2. That in the Auditor's opinion a commission for negotiating the sale by the Paisley and Barrhead Railway Company to the Caledonian Railway Company is fairly Chargeable, the pursuers having been instructed to negotiate and having in point of fact done so. The Auditor refers to the Note No. 6 appended to the Table of Fees for conveyancing and general purposes which states—‘A commission is a remuneration for trouble and responsibility, and its amount should therefore be regulated by the extent of that trouble and responsibility.’ Acting on this principle, the Auditor's practice has been, where an agent of a company has negotiated a sale in conjunction with the directors to allow a modified commission, and in the present case he considers a quarter per cent would be suitable remuneration. If, however, the pursuers should prefer to have their detailed charges for the business covered by commission, they ought to be allowed the option of stating them.
3. The other items in the business account, amounting to £2, 9s. 7d., were not objected to, and have been sustained by the Auditor.”
On 7th March 1906 the Lord Ordinary pronounced this interlocutor—“Appoints the pursuers to restate their account so far as they consider the items thereof are not covered by the commission proposed to be allowed by the Auditor, and that either by filling in upon the account the fees applicable to the various pieces of business there charged, or by lodging a new account containing the items of business performed by them which they consider are not covered by the commission proposed to be allowed by the Auditor; and further, of new remits to the Auditor to state upon what sum, in his opinion, the proposed commission of
per cent. ought to be allowed, and to tax the restated account as above allowed to be lodged, and to report.” 1 4 In obedience to this second remit the Auditor reported—“1. That he has re-taxed the business account at the sum of seventy-nine pounds and elevenpence (£79, 0s. 11d.) sterling.

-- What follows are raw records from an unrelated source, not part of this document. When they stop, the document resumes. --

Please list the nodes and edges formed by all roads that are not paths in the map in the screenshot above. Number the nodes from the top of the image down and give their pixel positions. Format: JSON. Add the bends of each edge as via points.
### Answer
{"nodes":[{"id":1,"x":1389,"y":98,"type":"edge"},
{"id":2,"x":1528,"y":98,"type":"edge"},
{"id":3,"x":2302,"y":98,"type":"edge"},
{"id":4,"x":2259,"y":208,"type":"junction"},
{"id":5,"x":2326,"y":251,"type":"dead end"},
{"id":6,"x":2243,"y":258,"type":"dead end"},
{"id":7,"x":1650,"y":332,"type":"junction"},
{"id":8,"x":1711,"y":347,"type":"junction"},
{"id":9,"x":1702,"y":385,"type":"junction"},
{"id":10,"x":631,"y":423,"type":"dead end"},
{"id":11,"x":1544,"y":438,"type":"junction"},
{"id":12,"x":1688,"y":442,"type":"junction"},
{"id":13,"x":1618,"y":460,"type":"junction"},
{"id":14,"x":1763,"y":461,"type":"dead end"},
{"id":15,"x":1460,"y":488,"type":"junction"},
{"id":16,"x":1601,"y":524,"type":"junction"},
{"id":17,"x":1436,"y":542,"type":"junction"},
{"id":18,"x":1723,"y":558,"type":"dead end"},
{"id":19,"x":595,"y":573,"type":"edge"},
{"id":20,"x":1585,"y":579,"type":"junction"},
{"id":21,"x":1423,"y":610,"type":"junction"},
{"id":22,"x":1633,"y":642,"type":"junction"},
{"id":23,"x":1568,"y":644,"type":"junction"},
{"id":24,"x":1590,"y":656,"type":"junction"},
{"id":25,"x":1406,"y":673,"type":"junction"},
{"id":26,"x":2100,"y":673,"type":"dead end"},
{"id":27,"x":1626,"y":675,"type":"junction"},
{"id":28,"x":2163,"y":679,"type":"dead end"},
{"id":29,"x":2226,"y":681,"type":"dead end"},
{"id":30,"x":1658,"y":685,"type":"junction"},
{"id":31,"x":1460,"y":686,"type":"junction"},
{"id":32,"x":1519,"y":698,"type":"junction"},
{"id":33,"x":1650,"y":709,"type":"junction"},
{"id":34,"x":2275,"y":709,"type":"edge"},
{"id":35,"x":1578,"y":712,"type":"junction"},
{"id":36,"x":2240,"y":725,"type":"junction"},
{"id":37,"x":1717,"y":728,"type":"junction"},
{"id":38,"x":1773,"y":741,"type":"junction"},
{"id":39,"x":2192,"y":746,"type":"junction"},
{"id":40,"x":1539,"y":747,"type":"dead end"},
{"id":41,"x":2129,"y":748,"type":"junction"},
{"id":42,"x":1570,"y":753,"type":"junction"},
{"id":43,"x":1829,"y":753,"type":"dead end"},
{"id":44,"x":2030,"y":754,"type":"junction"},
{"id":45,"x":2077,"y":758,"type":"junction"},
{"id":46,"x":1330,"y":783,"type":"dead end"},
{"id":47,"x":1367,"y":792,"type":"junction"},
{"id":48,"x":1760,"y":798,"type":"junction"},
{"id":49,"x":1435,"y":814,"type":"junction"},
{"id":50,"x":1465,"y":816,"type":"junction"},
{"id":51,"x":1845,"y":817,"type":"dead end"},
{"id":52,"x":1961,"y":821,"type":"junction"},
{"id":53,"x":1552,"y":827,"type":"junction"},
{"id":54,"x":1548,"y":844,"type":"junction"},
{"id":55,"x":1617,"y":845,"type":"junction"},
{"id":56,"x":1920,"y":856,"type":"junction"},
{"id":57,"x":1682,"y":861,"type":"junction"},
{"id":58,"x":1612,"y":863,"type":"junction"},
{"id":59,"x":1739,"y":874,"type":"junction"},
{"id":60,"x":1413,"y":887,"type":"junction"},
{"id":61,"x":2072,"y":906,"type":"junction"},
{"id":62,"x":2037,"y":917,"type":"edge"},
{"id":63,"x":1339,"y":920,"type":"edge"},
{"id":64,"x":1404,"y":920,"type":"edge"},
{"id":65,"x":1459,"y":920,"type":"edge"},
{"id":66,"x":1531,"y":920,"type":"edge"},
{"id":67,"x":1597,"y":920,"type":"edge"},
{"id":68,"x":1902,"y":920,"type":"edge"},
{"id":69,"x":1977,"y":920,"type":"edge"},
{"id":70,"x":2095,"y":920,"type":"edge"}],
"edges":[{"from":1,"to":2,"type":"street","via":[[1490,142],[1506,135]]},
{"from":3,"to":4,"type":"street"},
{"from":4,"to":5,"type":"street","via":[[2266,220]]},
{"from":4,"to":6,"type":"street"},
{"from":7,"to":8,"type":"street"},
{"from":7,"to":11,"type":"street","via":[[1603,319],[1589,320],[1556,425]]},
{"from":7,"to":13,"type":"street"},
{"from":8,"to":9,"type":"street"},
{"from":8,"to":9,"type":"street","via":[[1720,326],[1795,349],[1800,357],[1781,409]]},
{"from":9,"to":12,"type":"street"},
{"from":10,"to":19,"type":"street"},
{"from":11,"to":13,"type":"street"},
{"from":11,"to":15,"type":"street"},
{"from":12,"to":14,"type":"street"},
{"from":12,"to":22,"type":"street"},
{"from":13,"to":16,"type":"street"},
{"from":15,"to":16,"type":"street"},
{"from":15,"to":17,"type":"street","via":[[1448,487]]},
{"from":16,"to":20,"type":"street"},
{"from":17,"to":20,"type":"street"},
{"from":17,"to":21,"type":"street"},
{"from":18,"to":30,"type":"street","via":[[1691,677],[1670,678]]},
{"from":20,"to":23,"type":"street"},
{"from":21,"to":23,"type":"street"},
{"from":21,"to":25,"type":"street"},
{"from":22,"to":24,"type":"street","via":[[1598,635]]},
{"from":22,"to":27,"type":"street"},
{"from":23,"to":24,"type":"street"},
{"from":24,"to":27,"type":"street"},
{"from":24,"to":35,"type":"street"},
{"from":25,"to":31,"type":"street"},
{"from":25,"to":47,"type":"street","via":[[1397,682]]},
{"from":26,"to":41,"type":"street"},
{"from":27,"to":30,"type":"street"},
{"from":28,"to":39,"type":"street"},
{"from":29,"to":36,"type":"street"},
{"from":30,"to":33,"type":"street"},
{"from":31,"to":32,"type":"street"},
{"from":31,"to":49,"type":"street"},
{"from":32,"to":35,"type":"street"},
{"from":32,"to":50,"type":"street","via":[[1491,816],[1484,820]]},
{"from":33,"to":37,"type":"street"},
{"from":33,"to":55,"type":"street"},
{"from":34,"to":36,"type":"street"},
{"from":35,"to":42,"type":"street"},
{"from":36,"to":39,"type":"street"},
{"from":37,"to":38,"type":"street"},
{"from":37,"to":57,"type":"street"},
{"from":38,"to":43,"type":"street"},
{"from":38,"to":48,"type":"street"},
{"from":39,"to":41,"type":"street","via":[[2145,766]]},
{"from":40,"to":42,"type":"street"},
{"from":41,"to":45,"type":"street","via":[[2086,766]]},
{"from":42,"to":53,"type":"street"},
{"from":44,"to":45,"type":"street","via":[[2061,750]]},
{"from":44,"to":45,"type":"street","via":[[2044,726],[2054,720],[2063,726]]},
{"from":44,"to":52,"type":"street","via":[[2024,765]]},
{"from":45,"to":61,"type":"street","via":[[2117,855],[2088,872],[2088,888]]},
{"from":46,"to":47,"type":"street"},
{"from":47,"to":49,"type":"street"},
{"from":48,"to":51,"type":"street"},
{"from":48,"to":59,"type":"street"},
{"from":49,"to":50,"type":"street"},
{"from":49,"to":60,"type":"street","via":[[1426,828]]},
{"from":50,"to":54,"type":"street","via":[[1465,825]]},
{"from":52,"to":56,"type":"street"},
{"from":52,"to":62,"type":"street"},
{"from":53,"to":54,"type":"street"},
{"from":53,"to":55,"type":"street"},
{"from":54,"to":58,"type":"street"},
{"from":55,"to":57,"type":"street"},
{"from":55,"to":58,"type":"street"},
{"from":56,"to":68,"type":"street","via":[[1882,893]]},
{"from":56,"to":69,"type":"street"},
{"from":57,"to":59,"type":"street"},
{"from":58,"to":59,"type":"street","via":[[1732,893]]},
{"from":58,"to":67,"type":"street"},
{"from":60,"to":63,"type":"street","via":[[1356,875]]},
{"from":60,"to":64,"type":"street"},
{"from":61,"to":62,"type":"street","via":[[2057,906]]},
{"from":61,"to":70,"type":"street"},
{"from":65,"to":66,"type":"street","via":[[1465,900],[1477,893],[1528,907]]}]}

2. That in the Auditor's opinion the sum on which commission should be allowed is One hundred and seventy-four thousand two hundred pounds eighteen shillings and eightpence (£174,200, 18s. 8d.). At one-quarter per cent., the rate proposed by the Auditor in his former report, commission on this sum amounts to four hundred and thirty-five pounds ten shillings (£435, 10s.).
Strictly speaking, the sum on which commission is to be allowed should probably be the full value of the undertaking transferred, which amounted to £536,615, but the Auditor considers that it would in the circumstances be unreasonable to deal with the matter on that footing, the defenders being already in a sense proprietors as regards upwards of £360,000. The basis proposed by the Auditor is that on which the Inland Revenue has proceeded in fixing the amount of stamp duty. In any view the Auditor thinks the amount of commission proposed by him a sufficient remuneration for the pursuers' services in the negotiations.”
On 20th March 1906 the Lord Ordinary gave decree against the defenders for £514, 10s. 11d. in full of the conclusions of the summons, with expenses.
Opinion.—“Several questions arise here on the two reports which have been lodged by the Auditor. The first is as to the fee of £1410, 3s. which is charged for revising the conveyance of the Barrhead Railway by way of provisions in the bill before Parliament, and the consideration is said to be £536,615, and upon that the usual ad valorem fee is charged. The Auditor has reported, and I entirely agree with him, that it is out of the question to charge an ad valorem conveyancing fee as for a disposition following a sale in respect of an Act of Parliament, and that for this obvious reason that the clauses of the Act of Parliament which, taking the most favourable view for the pursuers, embodies a sale, are adjusted most carefully, and expenses are incurred in adjusting these clauses and otherwise in promoting the bill and in getting it passed in Parliament, and to say that in addition to these expenses the Railway Company should be charged as for a disposition following a sale seems to me to be ridiculous; and I am very glad to say that the same view was taken by Lord (Thomas) Mackenzie in a case decided a good many years ago, and a copy of the valuable decision in which the Auditor has transmitted with his report. I entirely agree with the Auditor that that sum of £1410, 3s. must be struck out.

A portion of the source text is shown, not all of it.